About this task: Set down, exactly and only, everything from the line containing "middle mcp: (255, 167)" down to the line containing "index dip: (638, 437)" in the data below; the pictures are not part of the copy.

◇ ◇ ◇

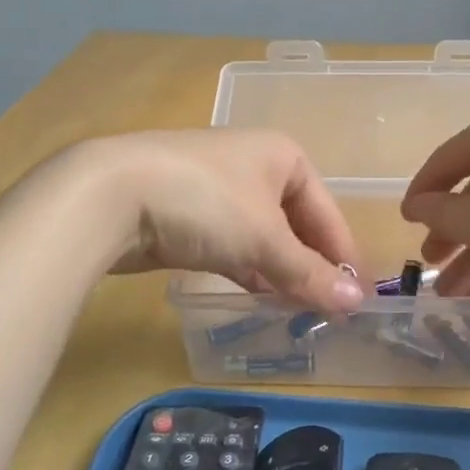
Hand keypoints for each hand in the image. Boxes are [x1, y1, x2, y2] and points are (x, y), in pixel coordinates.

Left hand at [92, 129, 363, 312]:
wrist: (110, 194)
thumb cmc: (205, 202)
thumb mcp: (265, 239)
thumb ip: (309, 273)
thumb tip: (356, 302)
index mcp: (283, 156)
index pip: (327, 211)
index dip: (343, 255)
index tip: (358, 298)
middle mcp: (255, 167)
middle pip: (296, 224)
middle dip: (311, 266)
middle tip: (329, 311)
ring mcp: (218, 190)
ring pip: (264, 237)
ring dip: (281, 273)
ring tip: (301, 313)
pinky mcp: (189, 215)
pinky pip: (233, 246)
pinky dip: (249, 270)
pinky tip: (260, 298)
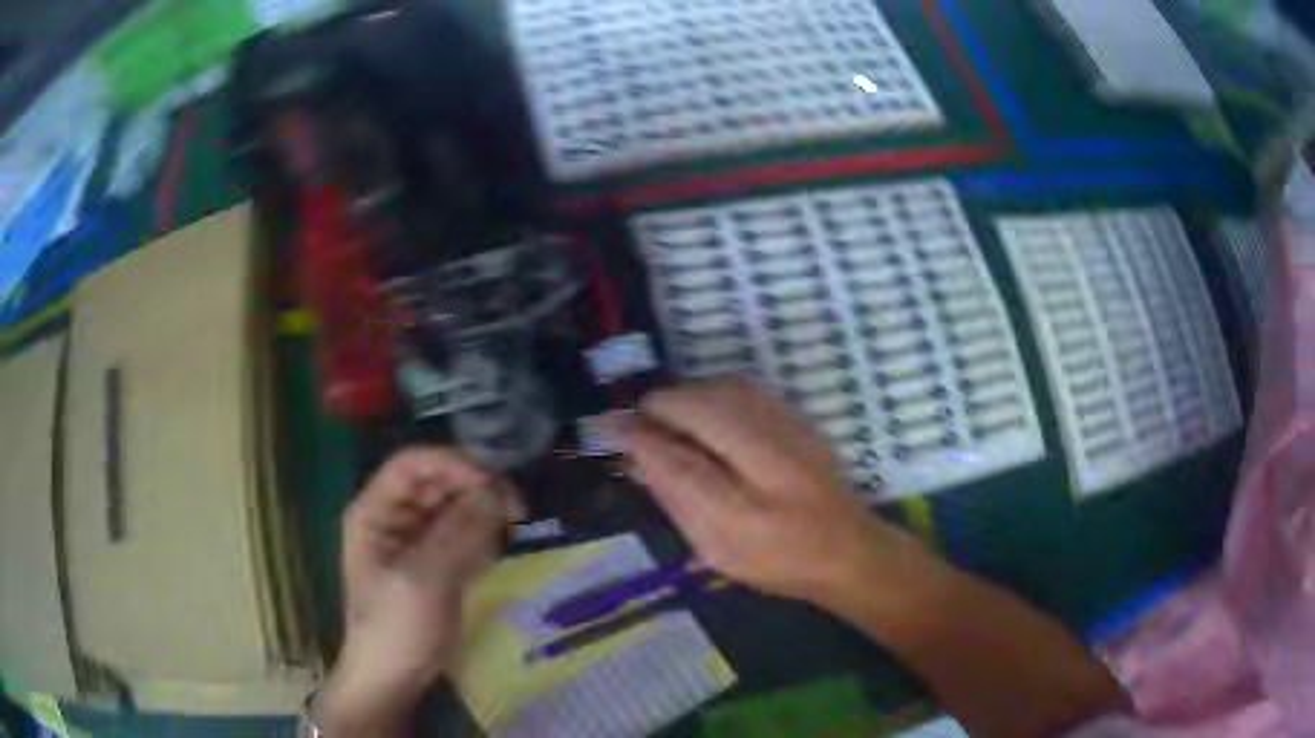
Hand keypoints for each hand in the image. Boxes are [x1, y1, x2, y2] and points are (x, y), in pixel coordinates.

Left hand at [315, 448, 523, 735]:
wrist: (393, 679)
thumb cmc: (396, 629)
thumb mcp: (423, 581)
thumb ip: (456, 534)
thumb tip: (494, 493)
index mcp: (376, 511)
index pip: (414, 464)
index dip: (453, 465)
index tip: (494, 486)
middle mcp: (396, 516)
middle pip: (439, 481)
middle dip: (477, 488)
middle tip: (517, 509)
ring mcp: (417, 539)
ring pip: (457, 505)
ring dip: (485, 512)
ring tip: (511, 532)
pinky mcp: (438, 560)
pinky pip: (465, 532)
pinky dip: (484, 536)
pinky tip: (496, 553)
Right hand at [618, 378, 934, 608]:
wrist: (849, 549)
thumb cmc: (779, 562)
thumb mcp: (717, 548)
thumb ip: (676, 498)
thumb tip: (637, 454)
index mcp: (748, 510)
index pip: (678, 458)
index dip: (638, 437)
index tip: (608, 428)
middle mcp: (773, 461)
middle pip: (702, 408)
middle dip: (660, 407)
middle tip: (638, 424)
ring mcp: (793, 431)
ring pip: (724, 389)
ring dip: (686, 395)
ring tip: (666, 417)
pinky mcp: (800, 418)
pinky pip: (746, 388)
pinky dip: (713, 392)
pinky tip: (704, 411)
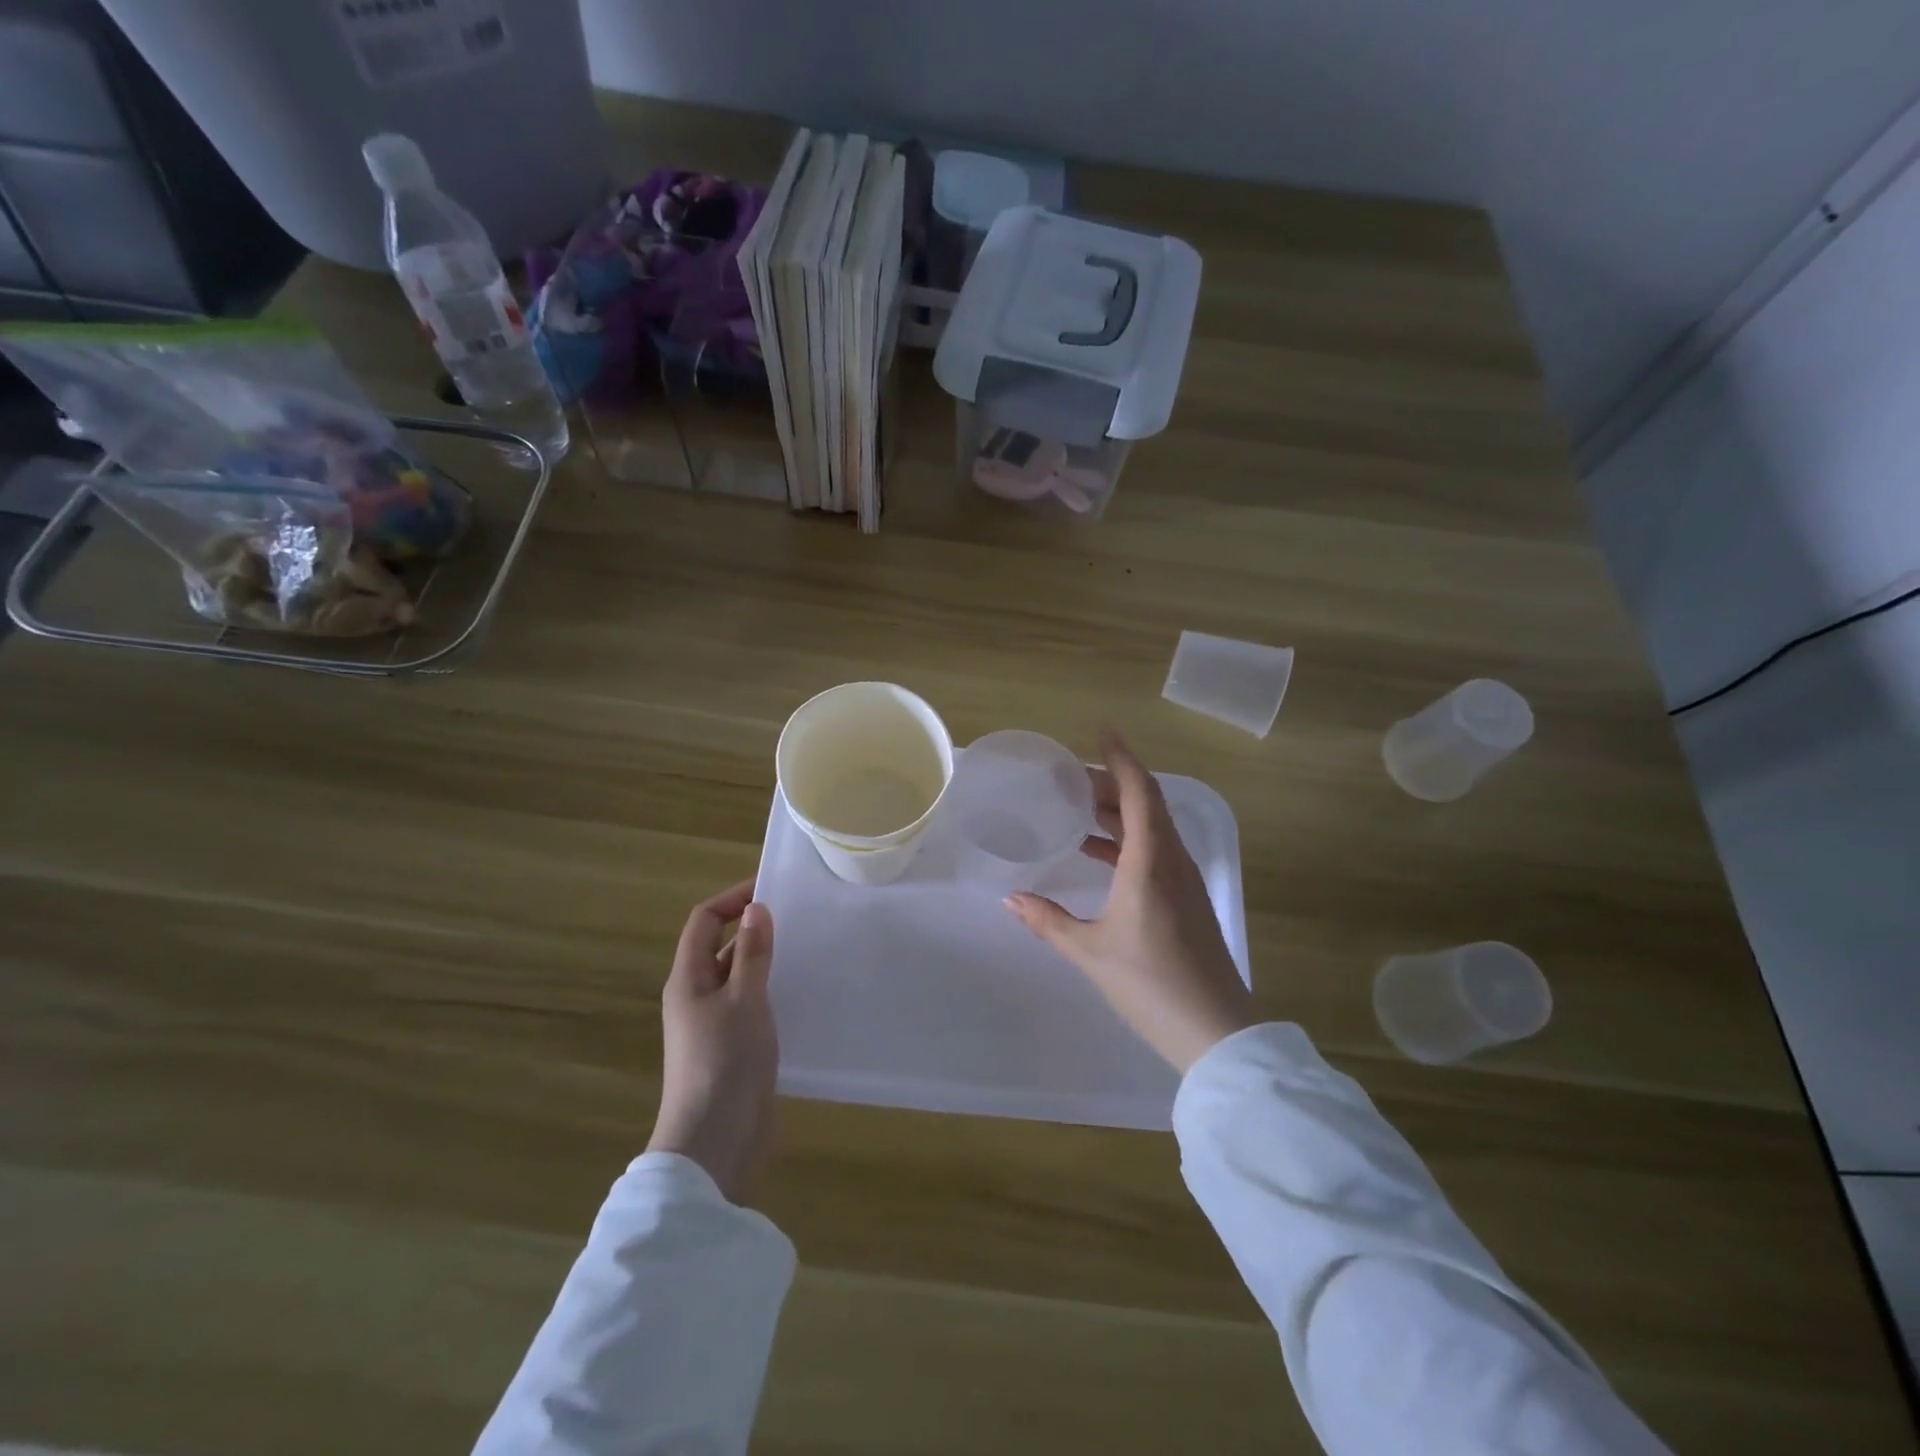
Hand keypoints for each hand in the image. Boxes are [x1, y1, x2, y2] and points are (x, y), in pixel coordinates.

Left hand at [647, 879, 778, 1203]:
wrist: (716, 1143)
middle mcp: (697, 997)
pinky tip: (803, 994)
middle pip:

◇ ◇ ◇

Final answer:
middle mcp: (255, 167)
middle pip: (296, 224)
middle dip: (311, 266)
middle tip: (329, 311)
ring mcp: (218, 190)
ring pip: (264, 237)
ring dip: (281, 273)
ring tip: (301, 313)
pinky mcp: (189, 215)
pinky pip: (233, 246)
pinky dip: (249, 270)
pinky tip: (260, 298)
Hand keypoints for each hand in the image. Boxes are [x1, y1, x2, y2] and points are (x, y), in pixel coordinates.

Left hand at [315, 448, 523, 735]:
wrist: (393, 679)
thumb cmc: (396, 629)
thumb mcp: (423, 581)
thumb ip: (456, 534)
thumb tip: (494, 493)
index mcp: (376, 511)
index pip: (414, 464)
index dip: (453, 465)
index tip: (494, 486)
middle mcp: (396, 516)
middle pip: (439, 481)
middle dip: (477, 488)
middle tip: (517, 509)
ring mcp: (417, 539)
ring pip: (457, 505)
ring dip: (485, 512)
ring tip: (511, 532)
pinky mcp: (438, 560)
pinky pip: (465, 532)
pinky dip: (484, 536)
pinky tip: (496, 553)
Right hand at [618, 378, 934, 608]:
wrist: (849, 549)
thumb cmc: (779, 562)
thumb mcp: (717, 548)
thumb ip: (676, 498)
thumb tip: (637, 454)
index mcp: (748, 510)
index pip: (678, 458)
index dip: (638, 437)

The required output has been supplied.